Write out every line below that contains "黄桷坪路".

····················

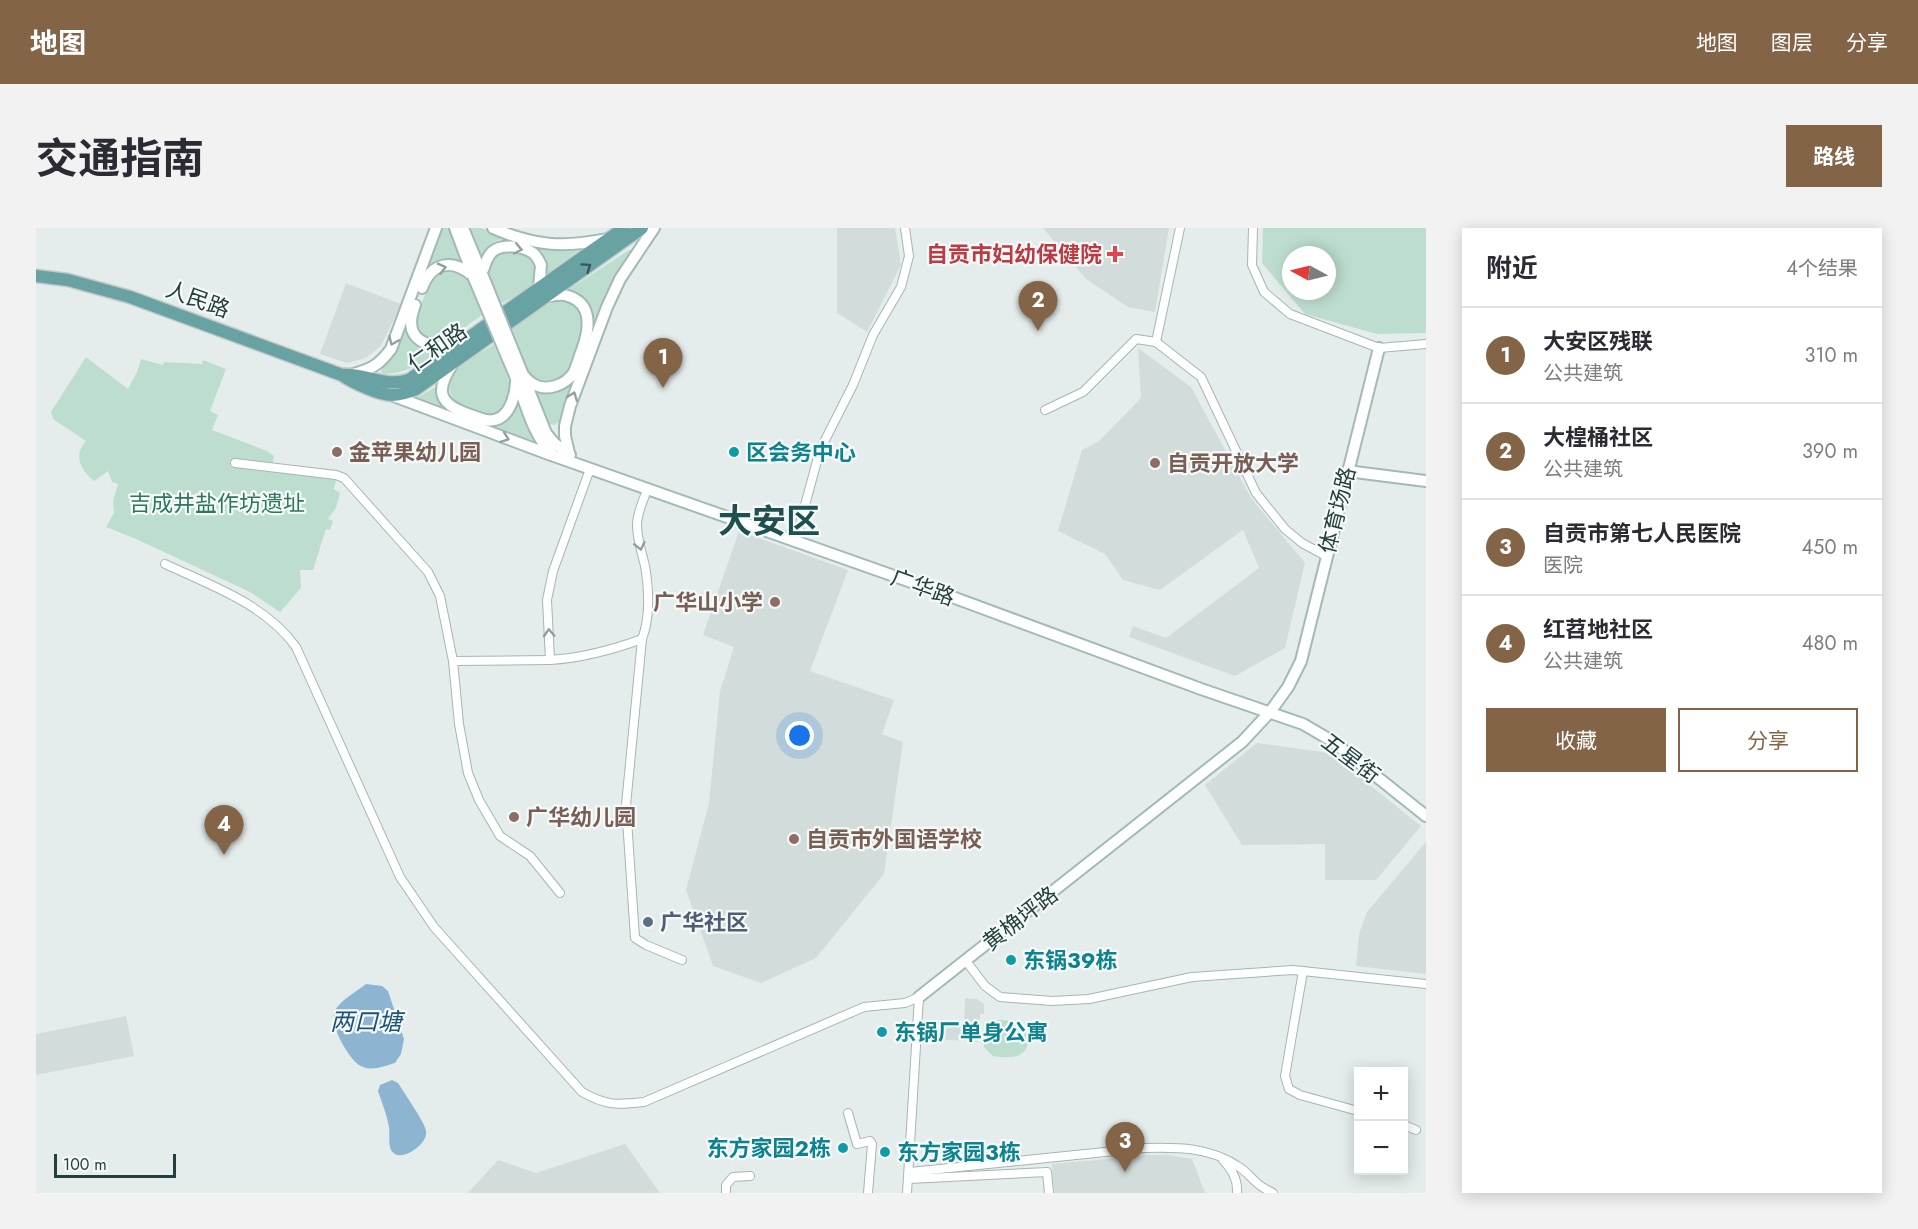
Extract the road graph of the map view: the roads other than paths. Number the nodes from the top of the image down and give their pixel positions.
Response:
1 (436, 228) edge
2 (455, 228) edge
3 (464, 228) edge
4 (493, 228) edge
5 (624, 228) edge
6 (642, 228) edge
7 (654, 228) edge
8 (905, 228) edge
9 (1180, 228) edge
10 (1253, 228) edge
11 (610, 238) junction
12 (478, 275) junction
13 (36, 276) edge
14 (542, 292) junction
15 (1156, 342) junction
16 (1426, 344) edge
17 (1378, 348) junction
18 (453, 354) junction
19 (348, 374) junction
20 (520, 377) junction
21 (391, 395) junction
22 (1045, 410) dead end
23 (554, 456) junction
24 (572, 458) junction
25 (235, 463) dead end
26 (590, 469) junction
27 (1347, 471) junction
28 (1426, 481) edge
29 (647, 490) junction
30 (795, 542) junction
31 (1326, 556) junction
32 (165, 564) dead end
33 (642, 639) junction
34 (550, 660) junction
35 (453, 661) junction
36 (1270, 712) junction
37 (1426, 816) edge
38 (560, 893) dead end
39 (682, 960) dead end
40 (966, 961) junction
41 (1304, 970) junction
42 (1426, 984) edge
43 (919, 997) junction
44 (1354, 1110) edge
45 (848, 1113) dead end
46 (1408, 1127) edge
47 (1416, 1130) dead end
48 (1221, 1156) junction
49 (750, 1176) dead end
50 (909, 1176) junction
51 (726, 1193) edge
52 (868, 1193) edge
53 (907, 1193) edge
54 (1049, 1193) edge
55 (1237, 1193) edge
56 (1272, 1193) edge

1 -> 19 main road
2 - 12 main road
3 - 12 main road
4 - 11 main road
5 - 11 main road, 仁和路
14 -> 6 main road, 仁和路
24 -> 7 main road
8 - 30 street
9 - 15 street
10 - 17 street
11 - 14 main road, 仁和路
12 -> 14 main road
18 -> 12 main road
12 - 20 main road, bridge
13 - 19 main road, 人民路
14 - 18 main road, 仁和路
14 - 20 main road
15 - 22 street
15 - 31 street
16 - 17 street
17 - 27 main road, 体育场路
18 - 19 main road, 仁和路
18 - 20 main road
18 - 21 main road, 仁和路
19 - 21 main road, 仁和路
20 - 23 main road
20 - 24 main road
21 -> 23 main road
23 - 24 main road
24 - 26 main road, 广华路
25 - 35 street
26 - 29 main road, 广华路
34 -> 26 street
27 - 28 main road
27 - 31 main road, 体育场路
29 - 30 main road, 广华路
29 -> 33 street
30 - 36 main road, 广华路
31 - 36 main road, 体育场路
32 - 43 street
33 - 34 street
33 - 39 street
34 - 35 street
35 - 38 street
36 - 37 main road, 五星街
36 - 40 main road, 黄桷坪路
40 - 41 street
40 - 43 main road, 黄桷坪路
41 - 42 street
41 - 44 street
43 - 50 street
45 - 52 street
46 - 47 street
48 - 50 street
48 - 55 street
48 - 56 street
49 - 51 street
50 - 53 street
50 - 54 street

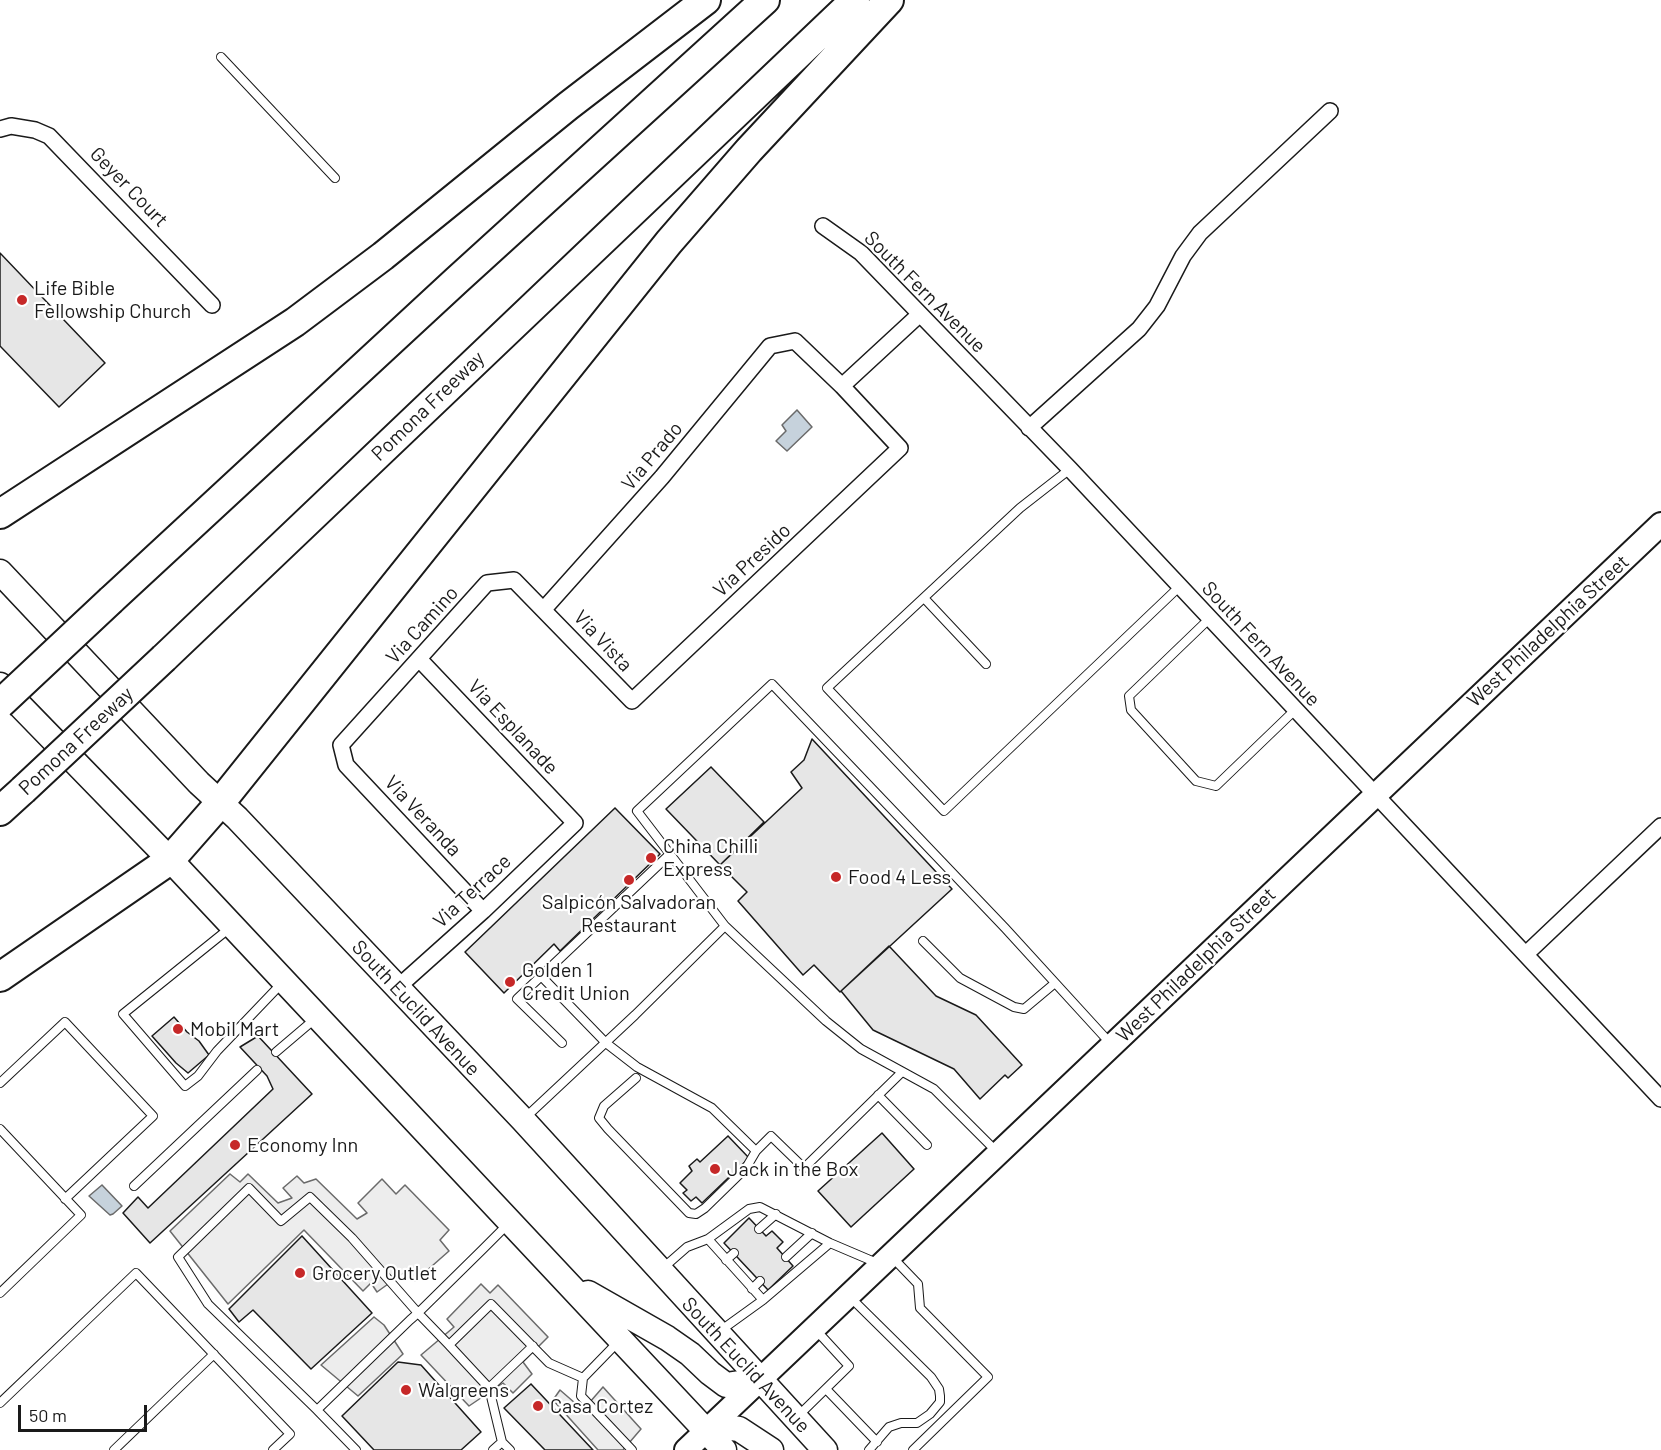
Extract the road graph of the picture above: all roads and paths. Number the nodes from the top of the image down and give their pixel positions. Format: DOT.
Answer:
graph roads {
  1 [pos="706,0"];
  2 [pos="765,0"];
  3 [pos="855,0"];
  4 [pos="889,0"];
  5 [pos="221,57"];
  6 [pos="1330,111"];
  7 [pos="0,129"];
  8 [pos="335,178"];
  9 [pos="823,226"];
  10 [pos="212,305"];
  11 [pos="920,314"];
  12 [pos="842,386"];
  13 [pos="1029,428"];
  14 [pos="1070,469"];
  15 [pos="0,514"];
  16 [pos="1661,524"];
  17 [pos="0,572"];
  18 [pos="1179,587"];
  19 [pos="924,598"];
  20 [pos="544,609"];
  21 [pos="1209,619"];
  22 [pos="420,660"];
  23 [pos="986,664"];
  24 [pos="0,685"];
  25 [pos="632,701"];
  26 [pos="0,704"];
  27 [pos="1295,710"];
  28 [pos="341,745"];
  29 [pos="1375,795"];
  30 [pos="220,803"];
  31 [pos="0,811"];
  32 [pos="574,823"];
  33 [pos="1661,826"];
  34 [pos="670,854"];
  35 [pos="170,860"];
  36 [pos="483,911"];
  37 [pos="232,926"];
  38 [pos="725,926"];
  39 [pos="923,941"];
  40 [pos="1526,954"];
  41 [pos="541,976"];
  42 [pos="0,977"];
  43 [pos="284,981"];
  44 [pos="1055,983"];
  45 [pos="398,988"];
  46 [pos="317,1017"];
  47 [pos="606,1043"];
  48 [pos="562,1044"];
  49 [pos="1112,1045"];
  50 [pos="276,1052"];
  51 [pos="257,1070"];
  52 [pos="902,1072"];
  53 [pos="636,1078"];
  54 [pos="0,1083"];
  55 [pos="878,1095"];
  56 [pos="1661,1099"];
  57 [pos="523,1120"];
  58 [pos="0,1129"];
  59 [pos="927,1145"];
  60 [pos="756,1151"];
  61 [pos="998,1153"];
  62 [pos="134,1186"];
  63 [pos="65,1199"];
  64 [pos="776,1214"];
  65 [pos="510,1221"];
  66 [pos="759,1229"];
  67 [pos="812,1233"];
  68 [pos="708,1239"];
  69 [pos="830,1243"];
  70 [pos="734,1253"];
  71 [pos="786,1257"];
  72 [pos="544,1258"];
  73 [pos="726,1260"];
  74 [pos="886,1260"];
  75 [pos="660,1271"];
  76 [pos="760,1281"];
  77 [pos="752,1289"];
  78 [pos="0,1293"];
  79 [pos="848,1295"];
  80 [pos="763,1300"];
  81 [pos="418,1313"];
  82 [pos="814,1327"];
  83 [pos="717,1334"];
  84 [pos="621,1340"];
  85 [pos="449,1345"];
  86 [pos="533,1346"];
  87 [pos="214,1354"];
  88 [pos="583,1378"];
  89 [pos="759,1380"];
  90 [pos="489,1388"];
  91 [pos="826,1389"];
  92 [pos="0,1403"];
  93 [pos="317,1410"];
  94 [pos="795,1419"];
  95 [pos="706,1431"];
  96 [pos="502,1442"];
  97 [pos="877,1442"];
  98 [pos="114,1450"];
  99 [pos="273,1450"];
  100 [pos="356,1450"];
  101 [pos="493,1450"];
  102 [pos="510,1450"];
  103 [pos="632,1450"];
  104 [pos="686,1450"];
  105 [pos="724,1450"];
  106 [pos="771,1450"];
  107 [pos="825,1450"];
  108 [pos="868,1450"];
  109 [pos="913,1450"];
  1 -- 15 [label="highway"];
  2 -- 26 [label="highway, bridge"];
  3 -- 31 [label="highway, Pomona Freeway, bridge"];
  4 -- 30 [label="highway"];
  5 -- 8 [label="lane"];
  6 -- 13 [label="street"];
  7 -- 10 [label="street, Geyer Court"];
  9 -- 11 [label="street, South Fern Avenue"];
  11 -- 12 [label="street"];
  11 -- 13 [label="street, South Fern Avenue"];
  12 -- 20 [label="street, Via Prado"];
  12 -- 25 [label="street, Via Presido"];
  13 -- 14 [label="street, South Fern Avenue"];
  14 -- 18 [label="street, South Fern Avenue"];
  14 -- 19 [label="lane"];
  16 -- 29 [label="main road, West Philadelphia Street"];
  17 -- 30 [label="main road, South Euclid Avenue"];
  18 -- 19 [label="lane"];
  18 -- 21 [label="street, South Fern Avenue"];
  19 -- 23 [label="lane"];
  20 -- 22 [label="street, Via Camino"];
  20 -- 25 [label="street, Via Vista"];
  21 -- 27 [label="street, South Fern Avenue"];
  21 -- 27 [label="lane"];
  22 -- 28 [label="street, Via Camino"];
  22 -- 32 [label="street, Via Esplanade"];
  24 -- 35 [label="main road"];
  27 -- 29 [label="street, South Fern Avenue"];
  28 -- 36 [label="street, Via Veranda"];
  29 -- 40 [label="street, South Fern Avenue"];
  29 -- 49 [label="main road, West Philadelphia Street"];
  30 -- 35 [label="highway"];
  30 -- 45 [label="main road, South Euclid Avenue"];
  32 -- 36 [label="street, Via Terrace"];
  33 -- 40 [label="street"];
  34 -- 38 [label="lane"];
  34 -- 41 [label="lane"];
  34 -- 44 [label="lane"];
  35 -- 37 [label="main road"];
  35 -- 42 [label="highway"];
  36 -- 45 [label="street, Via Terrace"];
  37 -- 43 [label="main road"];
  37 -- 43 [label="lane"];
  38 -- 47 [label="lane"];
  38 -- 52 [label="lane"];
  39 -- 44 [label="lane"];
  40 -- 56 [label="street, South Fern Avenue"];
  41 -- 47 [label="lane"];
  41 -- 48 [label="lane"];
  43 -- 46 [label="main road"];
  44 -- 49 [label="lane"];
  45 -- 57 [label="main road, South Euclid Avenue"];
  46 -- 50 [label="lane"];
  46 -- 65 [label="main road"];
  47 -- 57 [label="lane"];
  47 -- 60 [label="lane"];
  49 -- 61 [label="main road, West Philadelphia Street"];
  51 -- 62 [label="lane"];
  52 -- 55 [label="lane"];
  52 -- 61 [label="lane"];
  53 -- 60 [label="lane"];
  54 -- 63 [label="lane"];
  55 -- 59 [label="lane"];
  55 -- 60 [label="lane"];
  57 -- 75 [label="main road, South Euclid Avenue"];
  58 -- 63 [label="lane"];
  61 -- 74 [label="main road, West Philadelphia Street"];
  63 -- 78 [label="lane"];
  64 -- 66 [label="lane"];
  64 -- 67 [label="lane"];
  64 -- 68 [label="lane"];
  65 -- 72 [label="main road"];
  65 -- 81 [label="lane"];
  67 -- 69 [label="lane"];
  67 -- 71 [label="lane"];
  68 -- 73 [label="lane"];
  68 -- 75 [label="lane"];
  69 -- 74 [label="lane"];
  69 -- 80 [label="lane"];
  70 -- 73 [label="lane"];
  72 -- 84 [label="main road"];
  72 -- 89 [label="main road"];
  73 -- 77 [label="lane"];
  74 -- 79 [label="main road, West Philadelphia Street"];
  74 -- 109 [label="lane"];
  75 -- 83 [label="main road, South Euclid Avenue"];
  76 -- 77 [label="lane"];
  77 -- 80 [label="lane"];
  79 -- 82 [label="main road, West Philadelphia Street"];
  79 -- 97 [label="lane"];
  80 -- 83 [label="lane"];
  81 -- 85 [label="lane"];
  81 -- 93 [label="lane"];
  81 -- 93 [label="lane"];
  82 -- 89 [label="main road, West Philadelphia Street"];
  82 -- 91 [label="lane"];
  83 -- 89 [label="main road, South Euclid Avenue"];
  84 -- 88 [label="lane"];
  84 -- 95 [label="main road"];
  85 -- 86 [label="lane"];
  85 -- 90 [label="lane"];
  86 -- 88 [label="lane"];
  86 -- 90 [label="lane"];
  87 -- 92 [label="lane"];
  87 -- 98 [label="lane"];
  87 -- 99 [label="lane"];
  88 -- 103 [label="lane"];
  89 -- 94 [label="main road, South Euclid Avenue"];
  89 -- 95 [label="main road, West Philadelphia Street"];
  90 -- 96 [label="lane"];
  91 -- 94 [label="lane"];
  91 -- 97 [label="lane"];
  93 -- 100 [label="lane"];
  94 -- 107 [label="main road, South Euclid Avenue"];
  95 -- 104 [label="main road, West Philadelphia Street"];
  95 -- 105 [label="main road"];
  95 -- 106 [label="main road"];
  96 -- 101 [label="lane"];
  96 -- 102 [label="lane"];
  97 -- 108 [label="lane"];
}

····················

* [EXERCISE SOLUTION]:
36 - 40 main road, 黄桷坪路
40 - 43 main road, 黄桷坪路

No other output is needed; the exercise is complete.